Heart failure: talking to several other major centers. Want to have 4-5 centerw with 2-3 pilots to convince skeptics about P4 medicine. Already talked with 3 key Luxemburg ministers and if P4 succeeds, it will be brought to Luxemburg. Hope to be well into doing it with them in 3 years. Would like to think seriously about making Luxemburg the IP healthcare capital. Looking at Microsoft, Google, Oracle of world and despair: thinking too small. We will be buried in data points with patients. Luxemburg is small enough to institute the idea and fascinated with it. “Its a little bit like Iceland, . . . but Luxemburg has money”
MA: What’s next?
LH: In 8-10 years, will be able to ID 50 blood markers that specifically address each of your 50 different organs and will have a longitudinal assessment for each of these 50 different organs based on yearly measurements. Developing chips to be able to do that. Conventional antibodies won’t even remotely be able to keep up with demand. Will be able to see subtle initial transitions from wellness to disease.
Cost is horrendous today, but with chips, think they can do measurements for pennies a measurement. Genome cost has moved from 1-2 billion to $3000. It will become a part of medical record and an invaluable tool in healthcare.
Essential that this data be possible so that it will be mined to create medicine of the future. This will require laws to prevent insurance manipulation. Patients must realize that it is their societal duty to make their info public so that medicine can continue and help their kids and grandkids.
How much personal info do you give financial companies? Enormous because of convenience of CC. Medicine of future is much more compelling.
Integrated diagnostics — systems strategy for selecting biomarkers.
MA: What’s the field like?
LH: Institute is alone in commitment to gathering global data sets and integrate it into predictive and actionable models. Created a truly cross-disciplinary environment, where scientists communicate and work together very effectively.
MA: Treatment: what do you see?
LH: Fundamental revolution in drug selection. Drug companies select drugs for certain targets, but they’re terrible at selecting targets. Systems biology has new rationale for this– could we put together 2-3-4 drugs that could make that network perform in a better way.
When you walk in you’ll have annual blood test. MD will id funny things and do an intensive study of individual organs.

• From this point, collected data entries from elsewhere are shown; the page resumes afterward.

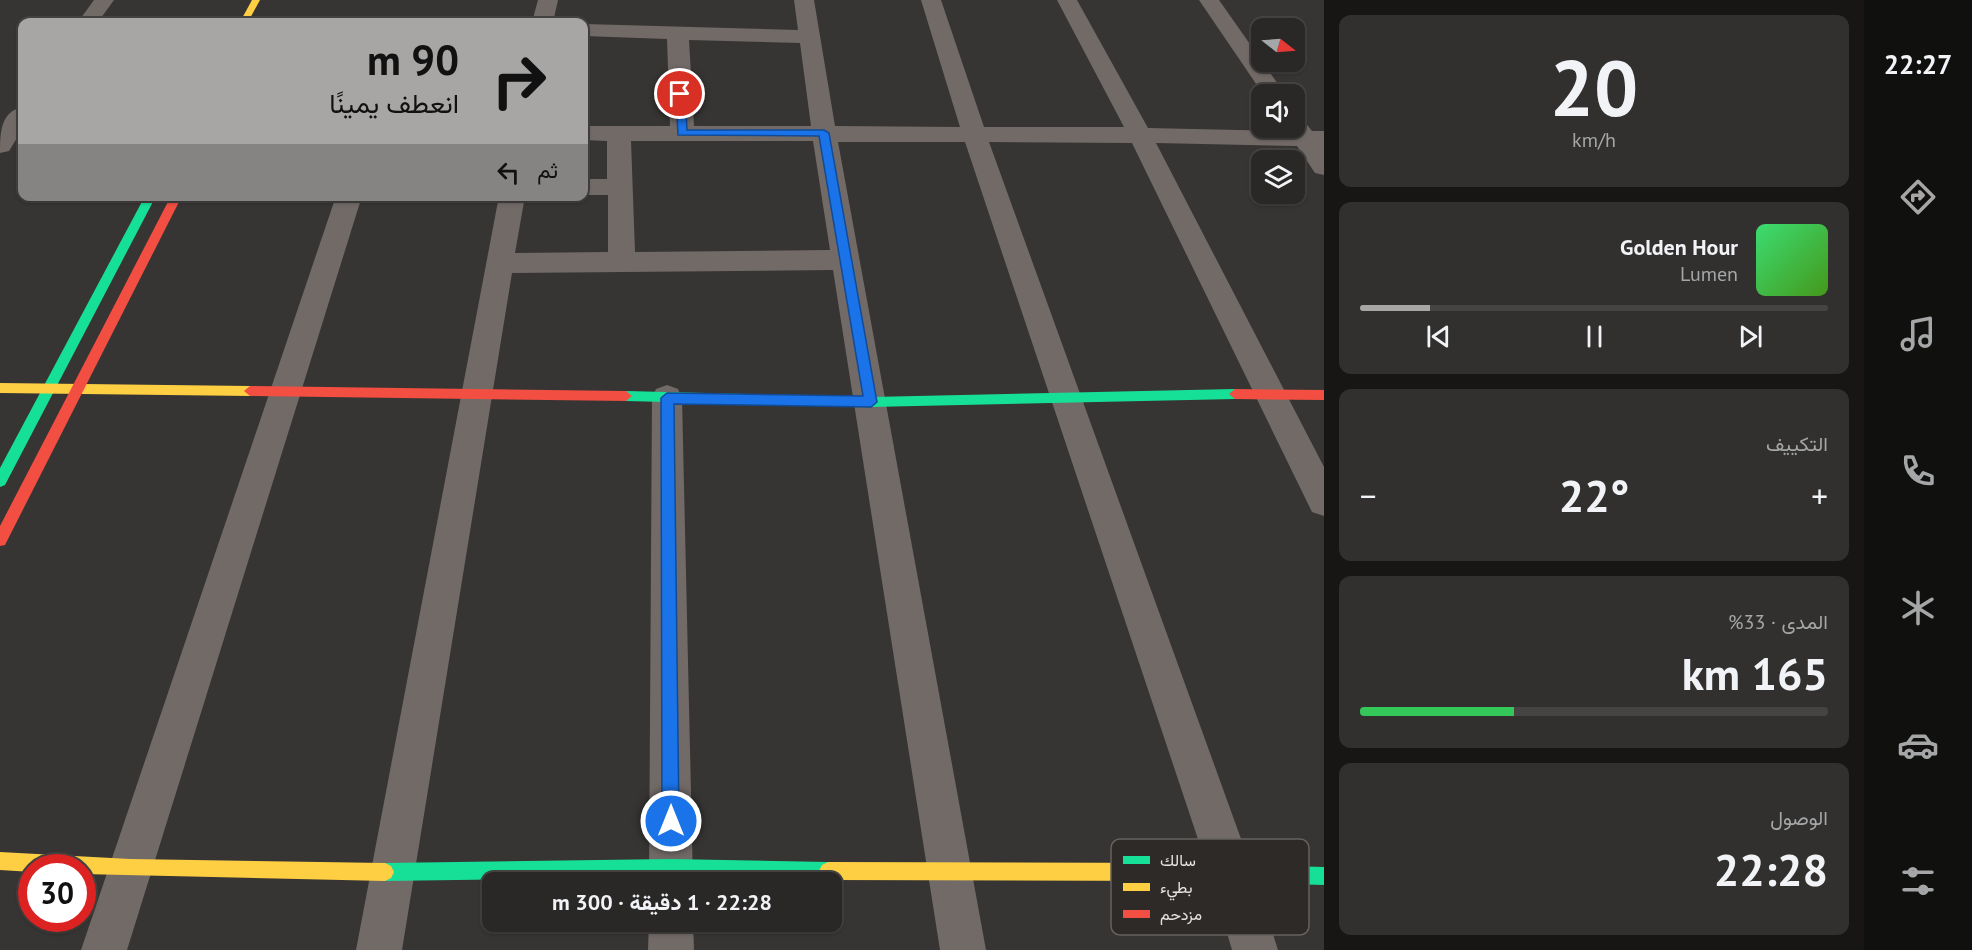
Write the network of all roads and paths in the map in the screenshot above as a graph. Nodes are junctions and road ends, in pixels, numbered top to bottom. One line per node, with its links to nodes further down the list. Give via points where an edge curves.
1 (104, 0): 8 (street)
2 (256, 0): 9 (street)
3 (548, 0): 10 (street)
4 (804, 0): 13 (street)
5 (931, 0): 19 (street)
6 (1067, 0): 21 (street)
7 (1209, 0): 14 (street)
8 (91, 18)
9 (246, 18)
10 (544, 18)
11 (588, 30): 12 (street)
12 (678, 34): 13 (street); 17 (street)
13 (810, 37): 18 (street)
14 (1267, 84)
15 (588, 133): 16 (street)
16 (619, 133): 17 (street); 24 (street)
17 (682, 133): 18 (street)
18 (824, 133): 19 (street); 29 (street)
19 (974, 134): 21 (street); 40 (street)
20 (1308, 134): 21 (street); 22 (street)
21 (1140, 135): 37 (street)
22 (1324, 167)
23 (588, 187): 24 (street)
24 (620, 187): 30 (street)
25 (148, 201): 34 (street)
26 (174, 201): 33 (street)
27 (347, 201): 35 (street)
28 (511, 201): 31 (street)
29 (846, 261): 30 (street); 41 (street)
30 (622, 262): 31 (street)
31 (500, 263): 36 (street)
32 (0, 388): 34 (street)
33 (78, 389): 34 (street); 35 (street); 44 (street)
34 (49, 390): 42 (street)
35 (287, 391): 36 (street); 47 (street)
36 (476, 393): 39 (street); 48 (street)
37 (1271, 393): 38 (street); 40 (street); 43 (street)
38 (1324, 395)
39 (667, 398): 41 (street); 49 (street)
40 (1066, 398): 41 (street); 45 (street)
41 (871, 402): 52 (street)
42 (0, 481)
43 (1324, 501)
44 (0, 540)
45 (1220, 839)
46 (0, 861): 47 (street)
47 (130, 868): 48 (street); 58 (street)
48 (391, 872): 51 (street); 59 (street)
49 (671, 872)
50 (1111, 872): 52 (street)
51 (482, 873)
52 (952, 873): 53 (street); 61 (street)
53 (842, 874)
54 (1309, 875): 55 (street)
55 (1324, 876)
56 (671, 932): 60 (street)
57 (1250, 935): 62 (street)
58 (104, 950)
59 (379, 950)
60 (671, 950)
61 (963, 950)
62 (1255, 950)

Then invivo agents will be able to precisely target disease.
Ty Carlson: Pharma companies won’t like you. You’re a threat to the status quo. Any response to the industry?
LH: Took work to big pharma. Four out of four couldn’t have been less interested. Every sector of the healthcare industry, especially drug companies will have to restructure their business plans. There will be dinosaurs that wont make it. An enormous medical revolution is approaching and to what extent will old companies be able to adapt. Often the young ones come up and eat their breakfast.

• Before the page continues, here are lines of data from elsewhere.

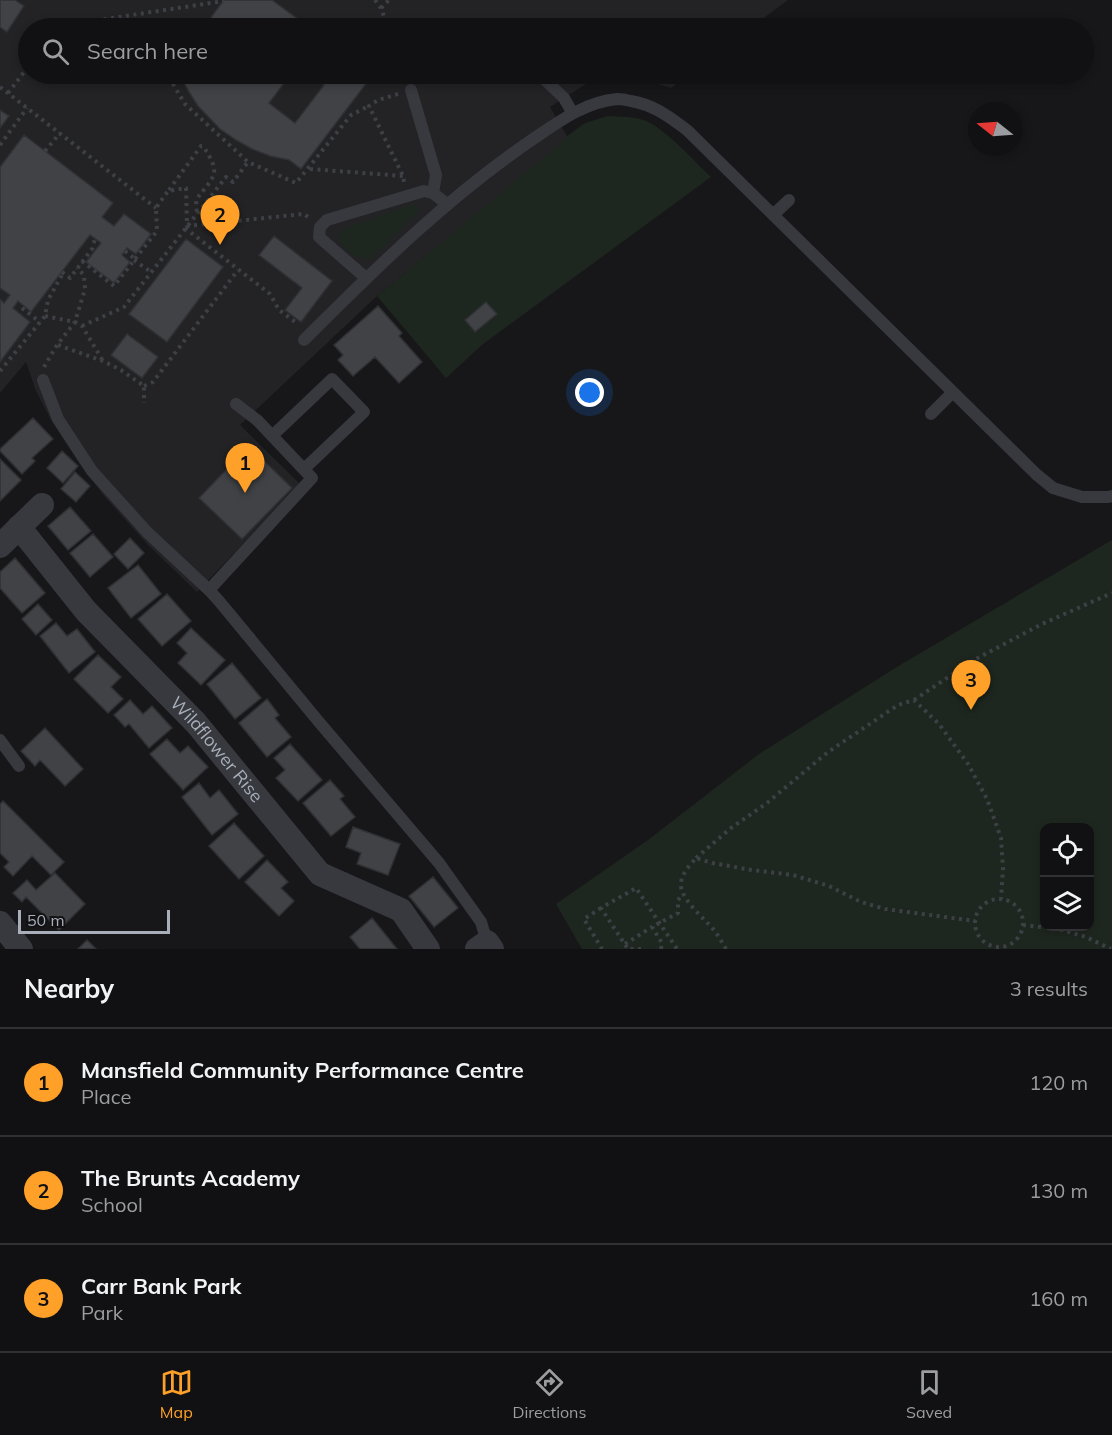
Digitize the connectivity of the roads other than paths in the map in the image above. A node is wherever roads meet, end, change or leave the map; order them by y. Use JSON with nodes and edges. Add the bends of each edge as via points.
{"nodes":[{"id":1,"x":549,"y":84,"type":"edge"},
{"id":2,"x":411,"y":90,"type":"road end"},
{"id":3,"x":572,"y":112,"type":"junction"},
{"id":4,"x":434,"y":193,"type":"junction"},
{"id":5,"x":789,"y":200,"type":"dead end"},
{"id":6,"x":447,"y":204,"type":"junction"},
{"id":7,"x":773,"y":215,"type":"junction"},
{"id":8,"x":366,"y":278,"type":"junction"},
{"id":9,"x":307,"y":337,"type":"road end"},
{"id":10,"x":43,"y":380,"type":"road end"},
{"id":11,"x":953,"y":392,"type":"junction"},
{"id":12,"x":236,"y":404,"type":"dead end"},
{"id":13,"x":931,"y":414,"type":"dead end"},
{"id":14,"x":272,"y":436,"type":"junction"},
{"id":15,"x":304,"y":469,"type":"junction"},
{"id":16,"x":1112,"y":496,"type":"edge"},
{"id":17,"x":42,"y":505,"type":"dead end"},
{"id":18,"x":19,"y":527,"type":"junction"},
{"id":19,"x":0,"y":546,"type":"edge"},
{"id":20,"x":209,"y":590,"type":"junction"},
{"id":21,"x":0,"y":740,"type":"edge"},
{"id":22,"x":19,"y":766,"type":"dead end"},
{"id":23,"x":485,"y":947,"type":"edge"},
{"id":24,"x":428,"y":949,"type":"edge"}],
"edges":[{"from":1,"to":3,"type":"lane"},
{"from":2,"to":4,"type":"lane","via":[[436,175]]},
{"from":3,"to":6,"type":"lane","via":[[508,155]]},
{"from":3,"to":7,"type":"lane","via":[[619,99],[661,110],[687,130]]},
{"from":4,"to":6,"type":"lane"},
{"from":4,"to":8,"type":"lane","via":[[424,191],[327,220],[320,227],[319,237]]},
{"from":5,"to":7,"type":"lane"},
{"from":6,"to":8,"type":"lane"},
{"from":7,"to":11,"type":"lane"},
{"from":8,"to":9,"type":"lane"},
{"from":10,"to":20,"type":"lane","via":[[58,419],[92,471],[147,532]]},
{"from":11,"to":13,"type":"lane"},
{"from":11,"to":16,"type":"lane","via":[[1053,488],[1082,497]]},
{"from":12,"to":14,"type":"lane"},
{"from":14,"to":15,"type":"lane"},
{"from":14,"to":15,"type":"lane","via":[[332,379],[364,412]]},
{"from":15,"to":20,"type":"lane","via":[[312,478]]},
{"from":17,"to":18,"type":"street"},
{"from":18,"to":19,"type":"street"},
{"from":18,"to":24,"type":"street","name":"Wildflower Rise","via":[[86,611],[196,723],[320,874],[401,910]]},
{"from":20,"to":23,"type":"lane","via":[[439,863],[481,922]]},
{"from":21,"to":22,"type":"lane"}]}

Lorinda Rowledge: Prevention?
LH: P4 will demystify disease and provide metrics for assessing wellness. In next 10-15 years, there will be a whole new industry created around wellness. Interesting to speculate about new players. It may not be any of the common players in health. Nestle, Coca Cola, etc have all set up big institutes to think about health. We’ll be able to do things on molecular, cellular data that will add dimensionality to that. Positive feedback in the ability to assess how what you’re doing to yourself affects your health will increase. We’ll be much more likely to listen to health advice, when we have instant feedback.
Former company Rosetta used DNA arrays to assess disease mechanisms in animal models. Discovered set of RNA parameters that never fit pre-conceived disease notions. There are 20 or so of these that predict physiologic age, eg. you could be 70 with physiologic age of 50.